» Problem to work on: Wherever the string "dead" shows up in the records below, return that line.

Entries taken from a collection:
════════════════════

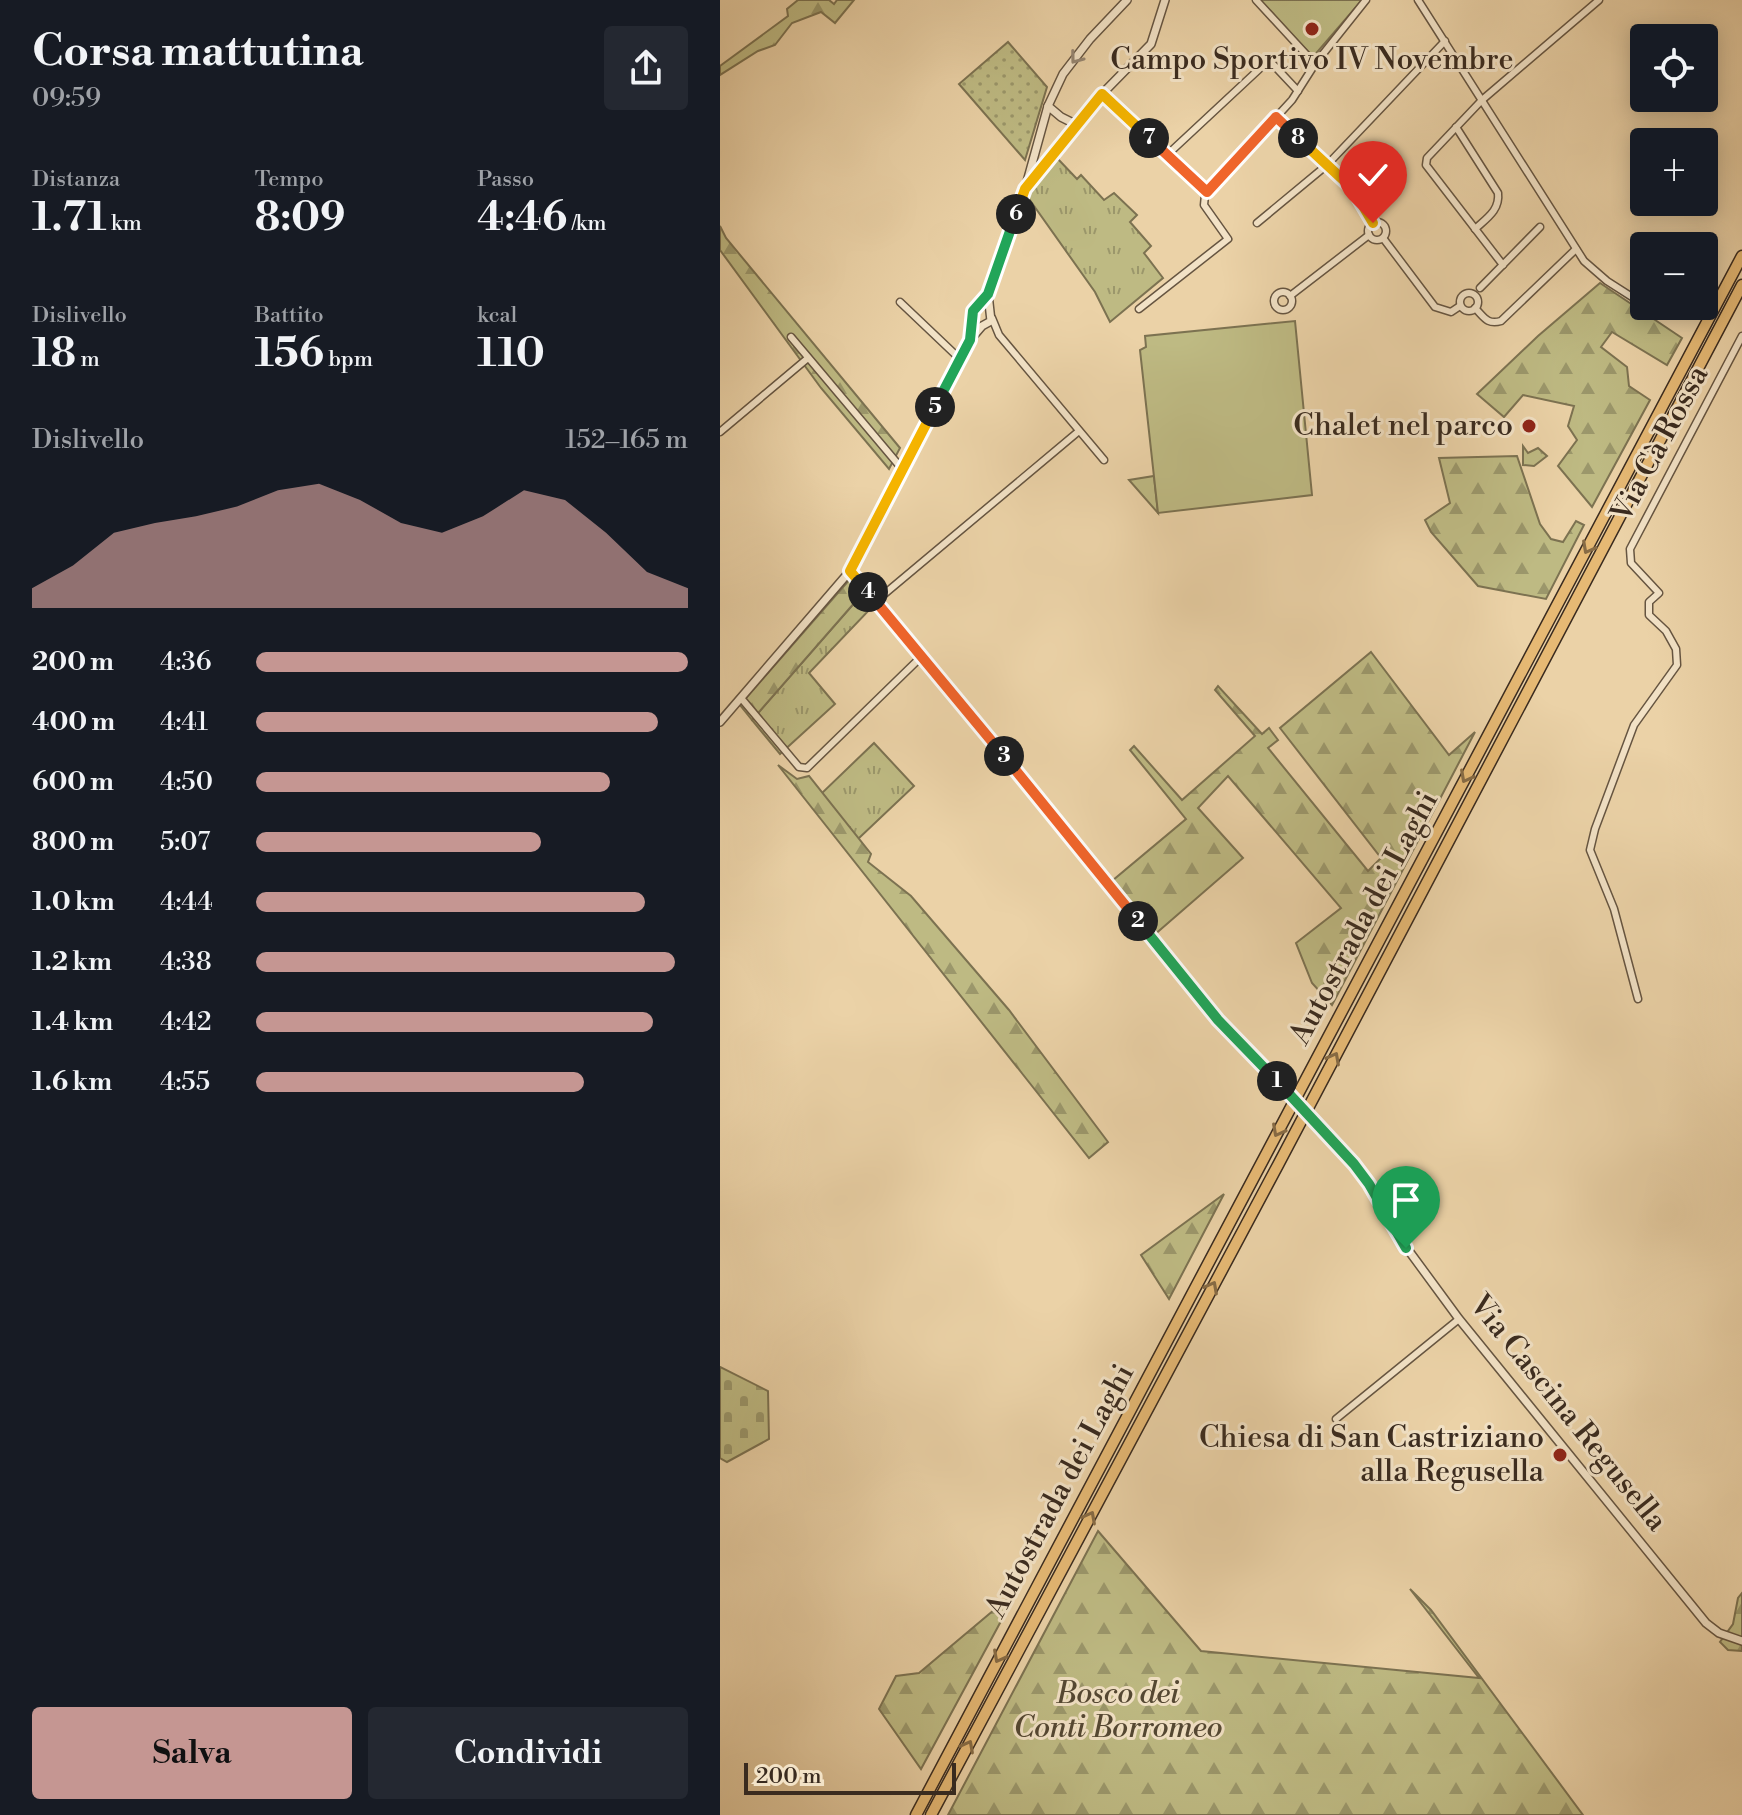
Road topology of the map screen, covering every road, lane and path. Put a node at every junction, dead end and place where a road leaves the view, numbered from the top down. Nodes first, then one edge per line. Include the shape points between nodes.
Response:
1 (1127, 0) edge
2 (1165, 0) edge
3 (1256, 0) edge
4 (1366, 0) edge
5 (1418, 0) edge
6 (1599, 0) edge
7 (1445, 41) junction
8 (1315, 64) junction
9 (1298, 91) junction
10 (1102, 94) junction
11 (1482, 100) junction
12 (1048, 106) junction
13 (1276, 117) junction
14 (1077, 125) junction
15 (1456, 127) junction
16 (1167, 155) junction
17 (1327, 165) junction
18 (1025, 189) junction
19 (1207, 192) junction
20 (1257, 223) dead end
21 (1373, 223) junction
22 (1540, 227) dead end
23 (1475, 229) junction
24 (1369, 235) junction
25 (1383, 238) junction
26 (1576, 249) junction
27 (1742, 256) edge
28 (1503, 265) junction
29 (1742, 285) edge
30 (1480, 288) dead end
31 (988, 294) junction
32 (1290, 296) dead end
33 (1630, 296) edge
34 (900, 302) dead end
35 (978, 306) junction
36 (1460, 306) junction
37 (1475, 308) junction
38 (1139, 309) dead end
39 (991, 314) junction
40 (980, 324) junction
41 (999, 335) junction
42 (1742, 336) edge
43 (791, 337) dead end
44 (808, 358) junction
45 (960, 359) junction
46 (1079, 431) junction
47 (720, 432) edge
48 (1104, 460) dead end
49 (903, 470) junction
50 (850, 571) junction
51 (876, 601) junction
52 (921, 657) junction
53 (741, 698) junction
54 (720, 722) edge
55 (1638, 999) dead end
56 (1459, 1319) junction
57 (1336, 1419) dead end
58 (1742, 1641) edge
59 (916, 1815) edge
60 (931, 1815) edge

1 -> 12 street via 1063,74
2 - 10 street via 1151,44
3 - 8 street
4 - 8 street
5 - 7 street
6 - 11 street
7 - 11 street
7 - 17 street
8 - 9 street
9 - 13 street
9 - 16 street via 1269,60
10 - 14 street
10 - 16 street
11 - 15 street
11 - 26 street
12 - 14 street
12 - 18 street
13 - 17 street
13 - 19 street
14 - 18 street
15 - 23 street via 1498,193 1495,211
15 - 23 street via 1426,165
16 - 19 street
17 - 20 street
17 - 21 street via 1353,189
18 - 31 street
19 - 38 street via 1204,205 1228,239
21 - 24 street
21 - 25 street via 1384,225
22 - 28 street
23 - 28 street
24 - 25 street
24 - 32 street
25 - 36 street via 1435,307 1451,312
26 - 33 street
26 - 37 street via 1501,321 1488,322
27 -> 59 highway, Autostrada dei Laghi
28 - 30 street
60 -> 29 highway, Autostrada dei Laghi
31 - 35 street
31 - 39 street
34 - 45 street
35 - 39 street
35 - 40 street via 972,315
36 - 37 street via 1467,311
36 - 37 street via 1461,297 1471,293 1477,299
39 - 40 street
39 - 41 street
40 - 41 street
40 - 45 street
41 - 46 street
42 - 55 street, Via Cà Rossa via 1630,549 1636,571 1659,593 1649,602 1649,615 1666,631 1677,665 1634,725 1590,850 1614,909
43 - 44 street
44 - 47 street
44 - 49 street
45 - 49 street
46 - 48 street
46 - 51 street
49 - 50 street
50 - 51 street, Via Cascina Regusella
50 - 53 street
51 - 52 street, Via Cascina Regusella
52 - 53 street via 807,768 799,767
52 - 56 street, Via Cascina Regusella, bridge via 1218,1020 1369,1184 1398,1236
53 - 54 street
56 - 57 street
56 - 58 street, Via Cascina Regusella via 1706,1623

════════════════════

» Solution:
Road topology of the map screen, covering every road, lane and path. Put a node at every junction, dead end and place where a road leaves the view, numbered from the top down. Nodes first, then one edge per line. Include the shape points between nodes.
20 (1257, 223) dead end
22 (1540, 227) dead end
30 (1480, 288) dead end
32 (1290, 296) dead end
34 (900, 302) dead end
38 (1139, 309) dead end
43 (791, 337) dead end
48 (1104, 460) dead end
55 (1638, 999) dead end
57 (1336, 1419) dead end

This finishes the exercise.